Federal authorities are warning of a new ransomware gang that has already claimed at least one healthcare victim in the U.S.
Trinity ransomware, which was first detected around May, uses tactics such as phishing emails, malicious websites and software vulnerabilities to hack organizations then employs "double extortion," according to an Oct. 4 notice from HHS' Office of Information Security and Health Sector Cybersecurity Coordination Center.
"This involves exfiltrating sensitive data from victims before encrypting it, and then threatening to publish the data if the ransom is not paid," the notice stated. "This is a tactic increasingly seen across newer ransomware strains targeting critical industries, particularly healthcare."
The known U.S. healthcare victim was a gastroenterology services provider that Trinity claimed to have stolen 330 gigabytes from, the agencies said. The gang, which demands payment in cryptocurrency, may be connected to the 2023Lock and Venus ransomware groups.

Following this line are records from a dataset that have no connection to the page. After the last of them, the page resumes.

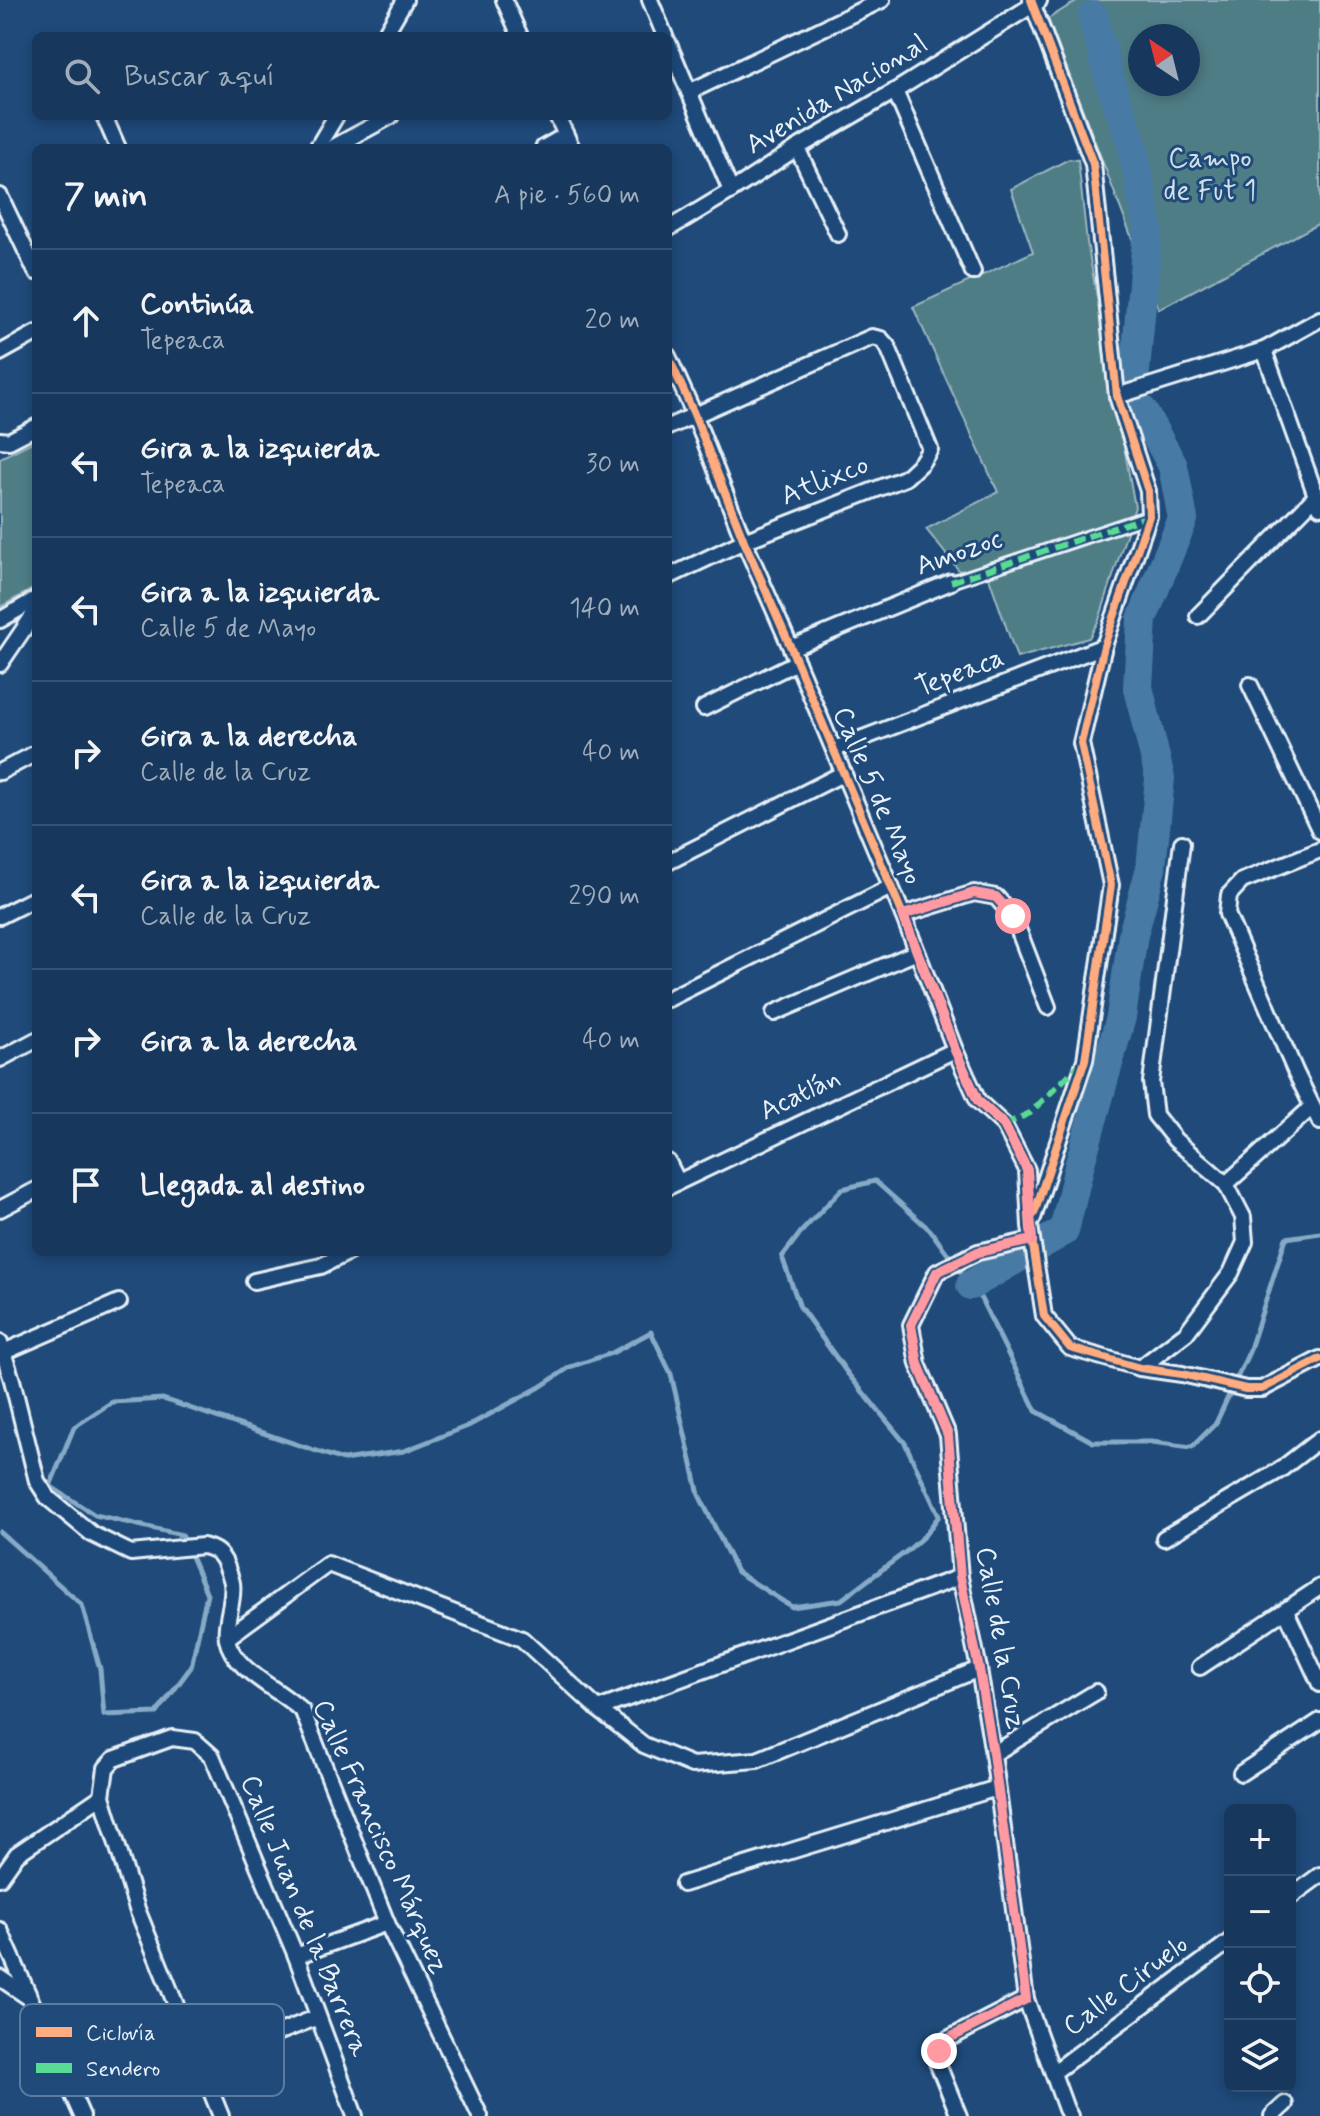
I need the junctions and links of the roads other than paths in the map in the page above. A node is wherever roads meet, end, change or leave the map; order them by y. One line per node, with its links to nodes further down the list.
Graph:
1 (405, 0): 6 (street)
2 (504, 0): 7 (street)
3 (650, 0): 8 (street)
4 (882, 0): 11 (street)
5 (1035, 2): 10 (street, Avenida Nacional); 32 (street)
6 (386, 32)
7 (518, 32)
8 (663, 32)
9 (672, 52): 11 (street)
10 (895, 91): 20 (street, Avenida Nacional); 26 (street)
11 (689, 92): 21 (street)
12 (106, 120): 17 (street)
13 (334, 120): 18 (street)
14 (384, 120): 19 (street)
15 (559, 120): 16 (street)
16 (569, 142)
17 (116, 144)
18 (319, 144)
19 (339, 144)
20 (797, 148): 21 (street, Avenida Nacional); 24 (street)
21 (731, 191): 23 (street, Avenida Nacional)
22 (0, 196): 25 (street)
23 (672, 227)
24 (838, 234)
25 (32, 264)
26 (973, 272)
27 (1320, 319): 29 (street)
28 (32, 335): 30 (street)
29 (1264, 350): 32 (street); 37 (street)
30 (0, 353)
31 (672, 365): 33 (street, Calle 5 de Mayo)
32 (1117, 396): 38 (street)
33 (694, 414): 34 (street); 39 (street, Calle 5 de Mayo); 39 (street, Atlixco)
34 (672, 425)
35 (32, 429): 36 (street)
36 (0, 440)
37 (1318, 501): 43 (street)
38 (1149, 516): 41 (street, Amozoc); 46 (street)
39 (744, 541): 40 (street, Atlixco); 47 (street, Calle 5 de Mayo)
40 (672, 575)
41 (951, 582): 47 (street, Amozoc)
42 (32, 601): 45 (street)
43 (1198, 616)
44 (32, 617): 48 (street)
45 (0, 620)
46 (1104, 646): 51 (street, Tepeaca); 76 (street)
47 (794, 655): 50 (street, Amozoc); 51 (street, Calle 5 de Mayo)
48 (0, 664)
49 (1250, 685): 55 (street)
50 (704, 708)
51 (834, 749): 54 (street, Calle 5 de Mayo)
52 (32, 755): 53 (street)
53 (0, 772)
54 (844, 773): 58 (street); 59 (street, Calle 5 de Mayo)
55 (1320, 831)
56 (1182, 843): 72 (street)
57 (1320, 850): 70 (street)
58 (672, 860)
59 (891, 887): 61 (street, Calle 5 de Mayo); 64 (street)
60 (32, 900): 62 (street)
61 (903, 915): 63 (street, Calle 5 de Mayo); 65 (street)
62 (0, 916)
63 (917, 952): 66 (street); 68 (street, Calle 5 de Mayo)
64 (672, 997)
65 (1048, 1007)
66 (774, 1013)
67 (32, 1042): 69 (street)
68 (955, 1050): 73 (street, Acatlán); 76 (street, Calle 5 de Mayo)
69 (0, 1059)
70 (1312, 1107): 71 (street); 72 (street)
71 (1320, 1122)
72 (1226, 1184): 82 (street)
73 (673, 1185)
74 (32, 1192): 75 (street)
75 (0, 1209)
76 (1032, 1236): 82 (street, Calle 5 de Mayo); 86 (street, Calle de la Cruz)
77 (341, 1256): 78 (street)
78 (254, 1281)
79 (119, 1302): 80 (street)
80 (2, 1347): 83 (street)
81 (1320, 1359): 82 (street, Calle 5 de Mayo)
82 (1140, 1368)
83 (6, 1377): 89 (street)
84 (1320, 1439): 85 (street)
85 (1164, 1538)
86 (960, 1577): 91 (street, Calle de la Cruz); 94 (street)
87 (1320, 1587): 88 (street)
88 (1286, 1611): 90 (street); 92 (street)
89 (227, 1638): 94 (street); 104 (street, Calle Francisco Márquez)
90 (1200, 1667)
91 (979, 1669): 94 (street); 96 (street, Calle de la Cruz)
92 (1320, 1684)
93 (1096, 1692): 96 (street)
94 (598, 1709)
95 (1320, 1721): 97 (street)
96 (993, 1754): 98 (street, Calle de la Cruz)
97 (1241, 1773)
98 (997, 1788): 102 (street); 110 (street, Calle de la Cruz)
99 (102, 1796): 101 (street); 107 (street, Calle Juan de la Barrera); 112 (street)
100 (1320, 1875): 103 (street)
101 (0, 1878)
102 (683, 1884)
103 (1296, 1893)
104 (387, 1923): 107 (street); 119 (street, Calle Francisco Márquez)
105 (0, 1930): 109 (street)
106 (1224, 1945): 115 (street, Calle Ciruelo)
107 (296, 1956): 113 (street, Calle Juan de la Barrera)
108 (0, 1978): 109 (street)
109 (28, 1997): 111 (street)
110 (1026, 1999): 115 (street, Calle de la Cruz); 124 (street)
111 (31, 2004)
112 (175, 2004)
113 (318, 2017): 114 (street); 123 (street, Calle Juan de la Barrera)
114 (284, 2030)
115 (1054, 2072): 120 (street, Calle de la Cruz)
116 (73, 2096): 121 (street)
117 (213, 2096): 122 (street)
118 (1285, 2104): 125 (street)
119 (476, 2114)
120 (1064, 2114)
121 (82, 2116)
122 (221, 2116)
123 (355, 2116)
124 (959, 2116)
125 (1272, 2116)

"Victims have 24 hours to contact the cybercriminals, and failure to do so will result in the stolen data being leaked or sold," the notice stated. "Unfortunately, no known decryption tools are currently available for Trinity ransomware, leaving victims with few options."
Authorities recommend healthcare organizations implement mitigation measures such as a data recovery plan, network segmentation and offline data backups.